Just to point out that .Any() extension method would be a better choice in this case, for the reasons you already expressed.
Instead of :
if( anyenumerable.Count() > 0 )
// you don’t know if anyenumerable is a collection or not
Use:
if( anyenumerable.Any() )
since you just care if the collection is empty or not, you don’t really need the count and in case it’s an enumerator you would be enumerating just the first one.
by the way, yield return does not return "only one item". yield return will effectively return one item for every item in the original enumerator. Check Jakub Sturc’s implementation again, it does work.
Regards.
(Check Jakub Sturc’s implementation, it does work) -> apart from the "this" keyword in the static method of course.
@Regev: Thanks, helpful tip.
@Marlon,Fatih: I’ll keep your comments in mind next time I pick a title!
@Potiguar: Yep, my bad. It does return an iterator that will work with IEnumerable. I looked at it completely wrong as if "yield return" was going to try to return an int each time that method was called. Well, that is totally incorrect. Thanks for pointing this out, and sorry to Jakub Sturc!
Ok, I don’t really have anything to add, but I figured I’d milk my 15 seconds of fame. Since posting my previous message which you cite, I’ve gotten my blog website working again, so I figured I take this oppertunity to post it’s URL.
Extension Methods are the Devil
I agree, stay away from extension methods
the only reason to implement them was to support new features in C# 3.0 without breaking backwards compatibility.
This is (one reason) why you should *always* clear your using namespaces on a new file (or change your new class template) and just add the ones you actually need.
Yeah, that is a really good point, with extension methods we have to be careful which namespaces we include.
A little late, but this article helped me understand something going on with my current project that uses quite a bit of linq. I had an array of about 10,000 elements that I was feeding into a linq query to filter. Then I was looping through the result set and, for each result, creating an XElement object for an xml file reference in the result. As each one was loaded, I was setting a "percentage done" indicator by taking current number of items processed divided by the total number in the result set (results.Count()).
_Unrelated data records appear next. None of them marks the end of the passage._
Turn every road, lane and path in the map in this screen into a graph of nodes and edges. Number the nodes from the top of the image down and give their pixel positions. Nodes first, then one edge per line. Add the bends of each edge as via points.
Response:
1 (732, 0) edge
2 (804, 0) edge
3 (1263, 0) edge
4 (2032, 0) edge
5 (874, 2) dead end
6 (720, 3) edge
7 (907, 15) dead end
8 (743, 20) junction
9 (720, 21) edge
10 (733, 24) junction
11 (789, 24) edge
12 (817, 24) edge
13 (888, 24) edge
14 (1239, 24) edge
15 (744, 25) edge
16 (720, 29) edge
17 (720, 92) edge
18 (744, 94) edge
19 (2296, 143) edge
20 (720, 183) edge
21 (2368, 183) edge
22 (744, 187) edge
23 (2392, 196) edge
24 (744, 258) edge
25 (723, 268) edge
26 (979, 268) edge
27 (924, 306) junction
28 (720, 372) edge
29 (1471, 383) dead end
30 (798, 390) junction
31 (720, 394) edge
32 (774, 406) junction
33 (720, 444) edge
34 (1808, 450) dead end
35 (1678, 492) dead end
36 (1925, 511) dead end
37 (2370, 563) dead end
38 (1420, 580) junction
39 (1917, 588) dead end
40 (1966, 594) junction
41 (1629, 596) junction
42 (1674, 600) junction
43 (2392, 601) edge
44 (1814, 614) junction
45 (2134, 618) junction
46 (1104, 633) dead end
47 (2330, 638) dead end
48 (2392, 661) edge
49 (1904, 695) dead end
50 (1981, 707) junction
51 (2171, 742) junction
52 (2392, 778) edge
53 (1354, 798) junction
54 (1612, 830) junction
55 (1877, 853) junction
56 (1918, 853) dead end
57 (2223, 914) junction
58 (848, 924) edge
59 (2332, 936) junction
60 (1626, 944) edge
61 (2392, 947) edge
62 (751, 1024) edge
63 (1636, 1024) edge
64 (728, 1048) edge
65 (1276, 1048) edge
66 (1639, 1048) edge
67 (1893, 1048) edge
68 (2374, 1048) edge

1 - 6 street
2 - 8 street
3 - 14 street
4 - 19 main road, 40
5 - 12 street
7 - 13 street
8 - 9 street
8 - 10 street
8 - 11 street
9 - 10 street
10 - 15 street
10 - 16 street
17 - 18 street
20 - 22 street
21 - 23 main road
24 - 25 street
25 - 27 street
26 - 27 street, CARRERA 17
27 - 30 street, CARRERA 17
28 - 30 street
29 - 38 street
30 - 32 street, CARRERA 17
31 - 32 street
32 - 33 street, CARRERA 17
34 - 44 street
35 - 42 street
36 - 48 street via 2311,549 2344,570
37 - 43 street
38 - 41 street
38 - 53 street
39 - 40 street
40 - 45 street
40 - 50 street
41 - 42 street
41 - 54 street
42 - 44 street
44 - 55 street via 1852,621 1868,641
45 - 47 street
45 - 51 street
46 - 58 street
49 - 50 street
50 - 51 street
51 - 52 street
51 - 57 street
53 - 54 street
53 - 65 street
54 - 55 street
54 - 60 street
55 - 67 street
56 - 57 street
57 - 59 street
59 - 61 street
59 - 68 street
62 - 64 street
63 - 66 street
Each iteration through the loop was taking over 500ms, and I had assumed that this was mostly time devoted to loading and parsing the xml file. Turns out almost all of it was coming from the results.Count() call, presumably because a straight array can’t be cast to ICollection. Avoiding that linear Count() call brought each iteration from over 500ms to less than 1ms.
It’s an extreme example to be sure, and something I probably should have been aware of (in my defense, I’ve been doing C# for a couple of months after programming almost exclusively in perl for about 10 years), but it’s an example of what can happen with something reasonably innocuous. Thanks for the article!
Well, that was just a gold star on my day. 🙂 Glad to help out!